YOUR GOAL
Print the records exactly as given.

THE DATA

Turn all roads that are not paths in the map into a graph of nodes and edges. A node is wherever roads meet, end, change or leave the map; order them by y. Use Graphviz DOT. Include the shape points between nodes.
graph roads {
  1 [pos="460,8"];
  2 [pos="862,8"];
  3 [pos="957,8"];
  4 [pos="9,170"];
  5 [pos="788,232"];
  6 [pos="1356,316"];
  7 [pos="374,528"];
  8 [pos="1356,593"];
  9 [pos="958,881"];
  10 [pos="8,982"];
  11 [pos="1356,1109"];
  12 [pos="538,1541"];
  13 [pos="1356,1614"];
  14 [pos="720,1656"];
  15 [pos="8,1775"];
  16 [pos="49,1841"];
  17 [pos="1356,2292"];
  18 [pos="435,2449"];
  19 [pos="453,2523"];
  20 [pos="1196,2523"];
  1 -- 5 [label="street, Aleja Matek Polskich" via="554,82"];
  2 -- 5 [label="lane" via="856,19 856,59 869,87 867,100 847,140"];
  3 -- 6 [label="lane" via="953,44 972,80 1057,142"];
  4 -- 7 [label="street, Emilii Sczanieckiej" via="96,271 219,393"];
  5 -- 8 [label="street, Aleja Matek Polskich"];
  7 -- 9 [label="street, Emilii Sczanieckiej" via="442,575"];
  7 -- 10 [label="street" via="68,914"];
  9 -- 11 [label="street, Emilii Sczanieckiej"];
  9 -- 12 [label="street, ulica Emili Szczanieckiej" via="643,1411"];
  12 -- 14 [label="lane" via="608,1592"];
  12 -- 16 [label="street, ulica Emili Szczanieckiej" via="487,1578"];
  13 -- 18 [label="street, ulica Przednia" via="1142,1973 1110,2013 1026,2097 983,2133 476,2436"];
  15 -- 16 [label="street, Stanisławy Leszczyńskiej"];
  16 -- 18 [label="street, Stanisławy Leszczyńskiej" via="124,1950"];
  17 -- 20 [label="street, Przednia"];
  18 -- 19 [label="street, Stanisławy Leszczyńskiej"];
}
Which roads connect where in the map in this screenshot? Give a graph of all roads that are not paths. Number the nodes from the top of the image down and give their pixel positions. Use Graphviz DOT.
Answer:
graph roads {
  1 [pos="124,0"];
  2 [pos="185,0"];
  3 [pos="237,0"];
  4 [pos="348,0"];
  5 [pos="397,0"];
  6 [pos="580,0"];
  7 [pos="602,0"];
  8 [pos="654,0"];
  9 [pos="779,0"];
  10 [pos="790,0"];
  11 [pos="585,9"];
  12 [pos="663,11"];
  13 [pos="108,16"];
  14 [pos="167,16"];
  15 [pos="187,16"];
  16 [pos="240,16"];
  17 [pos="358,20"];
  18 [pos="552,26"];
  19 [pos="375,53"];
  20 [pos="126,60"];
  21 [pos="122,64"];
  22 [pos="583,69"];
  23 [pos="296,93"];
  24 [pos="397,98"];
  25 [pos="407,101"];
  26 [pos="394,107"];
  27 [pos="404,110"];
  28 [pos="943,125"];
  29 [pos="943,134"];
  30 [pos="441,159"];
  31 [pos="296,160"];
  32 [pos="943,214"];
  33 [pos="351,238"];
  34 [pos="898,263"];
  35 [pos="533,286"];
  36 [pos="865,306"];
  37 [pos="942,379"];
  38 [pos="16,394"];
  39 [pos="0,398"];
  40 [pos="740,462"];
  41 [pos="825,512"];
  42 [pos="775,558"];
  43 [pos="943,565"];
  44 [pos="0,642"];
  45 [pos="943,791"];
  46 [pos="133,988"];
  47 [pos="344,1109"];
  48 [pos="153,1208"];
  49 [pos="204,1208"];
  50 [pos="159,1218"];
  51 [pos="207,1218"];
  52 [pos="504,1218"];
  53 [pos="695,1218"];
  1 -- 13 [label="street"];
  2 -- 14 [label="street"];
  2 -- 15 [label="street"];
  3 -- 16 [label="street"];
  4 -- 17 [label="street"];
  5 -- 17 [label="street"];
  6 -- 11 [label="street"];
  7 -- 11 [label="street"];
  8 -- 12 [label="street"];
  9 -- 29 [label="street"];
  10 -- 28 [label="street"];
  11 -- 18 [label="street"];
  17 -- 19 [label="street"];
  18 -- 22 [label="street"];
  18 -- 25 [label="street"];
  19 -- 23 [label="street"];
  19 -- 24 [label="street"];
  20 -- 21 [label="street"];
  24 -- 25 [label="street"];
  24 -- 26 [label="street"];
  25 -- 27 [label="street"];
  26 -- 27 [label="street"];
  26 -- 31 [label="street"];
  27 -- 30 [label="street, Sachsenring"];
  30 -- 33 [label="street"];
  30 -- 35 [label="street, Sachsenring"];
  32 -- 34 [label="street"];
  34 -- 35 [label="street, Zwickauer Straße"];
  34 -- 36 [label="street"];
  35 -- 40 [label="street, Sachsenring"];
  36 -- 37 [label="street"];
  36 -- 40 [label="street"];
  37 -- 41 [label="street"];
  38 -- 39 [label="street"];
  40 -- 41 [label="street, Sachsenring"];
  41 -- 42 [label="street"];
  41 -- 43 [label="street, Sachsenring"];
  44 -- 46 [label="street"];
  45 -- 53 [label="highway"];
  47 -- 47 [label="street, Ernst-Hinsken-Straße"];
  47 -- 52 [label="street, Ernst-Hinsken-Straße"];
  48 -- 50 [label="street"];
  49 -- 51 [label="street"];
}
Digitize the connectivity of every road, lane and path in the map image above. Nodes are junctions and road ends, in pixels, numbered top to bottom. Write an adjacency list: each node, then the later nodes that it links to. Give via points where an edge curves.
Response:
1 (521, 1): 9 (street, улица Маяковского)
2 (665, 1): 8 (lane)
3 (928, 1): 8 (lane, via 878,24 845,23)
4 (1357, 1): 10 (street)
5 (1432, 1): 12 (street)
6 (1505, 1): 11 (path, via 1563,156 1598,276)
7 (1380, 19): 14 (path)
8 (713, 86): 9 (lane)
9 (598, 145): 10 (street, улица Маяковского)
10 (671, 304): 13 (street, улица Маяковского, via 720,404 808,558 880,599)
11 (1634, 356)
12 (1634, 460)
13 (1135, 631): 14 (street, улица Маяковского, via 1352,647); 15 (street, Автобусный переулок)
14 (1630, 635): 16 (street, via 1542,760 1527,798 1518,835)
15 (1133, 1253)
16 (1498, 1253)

SOLUTION TO THE PROBLEM
Turn all roads that are not paths in the map into a graph of nodes and edges. A node is wherever roads meet, end, change or leave the map; order them by y. Use Graphviz DOT. Include the shape points between nodes.
graph roads {
  1 [pos="460,8"];
  2 [pos="862,8"];
  3 [pos="957,8"];
  4 [pos="9,170"];
  5 [pos="788,232"];
  6 [pos="1356,316"];
  7 [pos="374,528"];
  8 [pos="1356,593"];
  9 [pos="958,881"];
  10 [pos="8,982"];
  11 [pos="1356,1109"];
  12 [pos="538,1541"];
  13 [pos="1356,1614"];
  14 [pos="720,1656"];
  15 [pos="8,1775"];
  16 [pos="49,1841"];
  17 [pos="1356,2292"];
  18 [pos="435,2449"];
  19 [pos="453,2523"];
  20 [pos="1196,2523"];
  1 -- 5 [label="street, Aleja Matek Polskich" via="554,82"];
  2 -- 5 [label="lane" via="856,19 856,59 869,87 867,100 847,140"];
  3 -- 6 [label="lane" via="953,44 972,80 1057,142"];
  4 -- 7 [label="street, Emilii Sczanieckiej" via="96,271 219,393"];
  5 -- 8 [label="street, Aleja Matek Polskich"];
  7 -- 9 [label="street, Emilii Sczanieckiej" via="442,575"];
  7 -- 10 [label="street" via="68,914"];
  9 -- 11 [label="street, Emilii Sczanieckiej"];
  9 -- 12 [label="street, ulica Emili Szczanieckiej" via="643,1411"];
  12 -- 14 [label="lane" via="608,1592"];
  12 -- 16 [label="street, ulica Emili Szczanieckiej" via="487,1578"];
  13 -- 18 [label="street, ulica Przednia" via="1142,1973 1110,2013 1026,2097 983,2133 476,2436"];
  15 -- 16 [label="street, Stanisławy Leszczyńskiej"];
  16 -- 18 [label="street, Stanisławy Leszczyńskiej" via="124,1950"];
  17 -- 20 [label="street, Przednia"];
  18 -- 19 [label="street, Stanisławy Leszczyńskiej"];
}
Which roads connect where in the map in this screenshot? Give a graph of all roads that are not paths. Number the nodes from the top of the image down and give their pixel positions. Use Graphviz DOT.
Answer:
graph roads {
  1 [pos="124,0"];
  2 [pos="185,0"];
  3 [pos="237,0"];
  4 [pos="348,0"];
  5 [pos="397,0"];
  6 [pos="580,0"];
  7 [pos="602,0"];
  8 [pos="654,0"];
  9 [pos="779,0"];
  10 [pos="790,0"];
  11 [pos="585,9"];
  12 [pos="663,11"];
  13 [pos="108,16"];
  14 [pos="167,16"];
  15 [pos="187,16"];
  16 [pos="240,16"];
  17 [pos="358,20"];
  18 [pos="552,26"];
  19 [pos="375,53"];
  20 [pos="126,60"];
  21 [pos="122,64"];
  22 [pos="583,69"];
  23 [pos="296,93"];
  24 [pos="397,98"];
  25 [pos="407,101"];
  26 [pos="394,107"];
  27 [pos="404,110"];
  28 [pos="943,125"];
  29 [pos="943,134"];
  30 [pos="441,159"];
  31 [pos="296,160"];
  32 [pos="943,214"];
  33 [pos="351,238"];
  34 [pos="898,263"];
  35 [pos="533,286"];
  36 [pos="865,306"];
  37 [pos="942,379"];
  38 [pos="16,394"];
  39 [pos="0,398"];
  40 [pos="740,462"];
  41 [pos="825,512"];
  42 [pos="775,558"];
  43 [pos="943,565"];
  44 [pos="0,642"];
  45 [pos="943,791"];
  46 [pos="133,988"];
  47 [pos="344,1109"];
  48 [pos="153,1208"];
  49 [pos="204,1208"];
  50 [pos="159,1218"];
  51 [pos="207,1218"];
  52 [pos="504,1218"];
  53 [pos="695,1218"];
  1 -- 13 [label="street"];
  2 -- 14 [label="street"];
  2 -- 15 [label="street"];
  3 -- 16 [label="street"];
  4 -- 17 [label="street"];
  5 -- 17 [label="street"];
  6 -- 11 [label="street"];
  7 -- 11 [label="street"];
  8 -- 12 [label="street"];
  9 -- 29 [label="street"];
  10 -- 28 [label="street"];
  11 -- 18 [label="street"];
  17 -- 19 [label="street"];
  18 -- 22 [label="street"];
  18 -- 25 [label="street"];
  19 -- 23 [label="street"];
  19 -- 24 [label="street"];
  20 -- 21 [label="street"];
  24 -- 25 [label="street"];
  24 -- 26 [label="street"];
  25 -- 27 [label="street"];
  26 -- 27 [label="street"];
  26 -- 31 [label="street"];
  27 -- 30 [label="street, Sachsenring"];
  30 -- 33 [label="street"];
  30 -- 35 [label="street, Sachsenring"];
  32 -- 34 [label="street"];
  34 -- 35 [label="street, Zwickauer Straße"];
  34 -- 36 [label="street"];
  35 -- 40 [label="street, Sachsenring"];
  36 -- 37 [label="street"];
  36 -- 40 [label="street"];
  37 -- 41 [label="street"];
  38 -- 39 [label="street"];
  40 -- 41 [label="street, Sachsenring"];
  41 -- 42 [label="street"];
  41 -- 43 [label="street, Sachsenring"];
  44 -- 46 [label="street"];
  45 -- 53 [label="highway"];
  47 -- 47 [label="street, Ernst-Hinsken-Straße"];
  47 -- 52 [label="street, Ernst-Hinsken-Straße"];
  48 -- 50 [label="street"];
  49 -- 51 [label="street"];
}
Digitize the connectivity of every road, lane and path in the map image above. Nodes are junctions and road ends, in pixels, numbered top to bottom. Write an adjacency list: each node, then the later nodes that it links to. Give via points where an edge curves.
Response:
1 (521, 1): 9 (street, улица Маяковского)
2 (665, 1): 8 (lane)
3 (928, 1): 8 (lane, via 878,24 845,23)
4 (1357, 1): 10 (street)
5 (1432, 1): 12 (street)
6 (1505, 1): 11 (path, via 1563,156 1598,276)
7 (1380, 19): 14 (path)
8 (713, 86): 9 (lane)
9 (598, 145): 10 (street, улица Маяковского)
10 (671, 304): 13 (street, улица Маяковского, via 720,404 808,558 880,599)
11 (1634, 356)
12 (1634, 460)
13 (1135, 631): 14 (street, улица Маяковского, via 1352,647); 15 (street, Автобусный переулок)
14 (1630, 635): 16 (street, via 1542,760 1527,798 1518,835)
15 (1133, 1253)
16 (1498, 1253)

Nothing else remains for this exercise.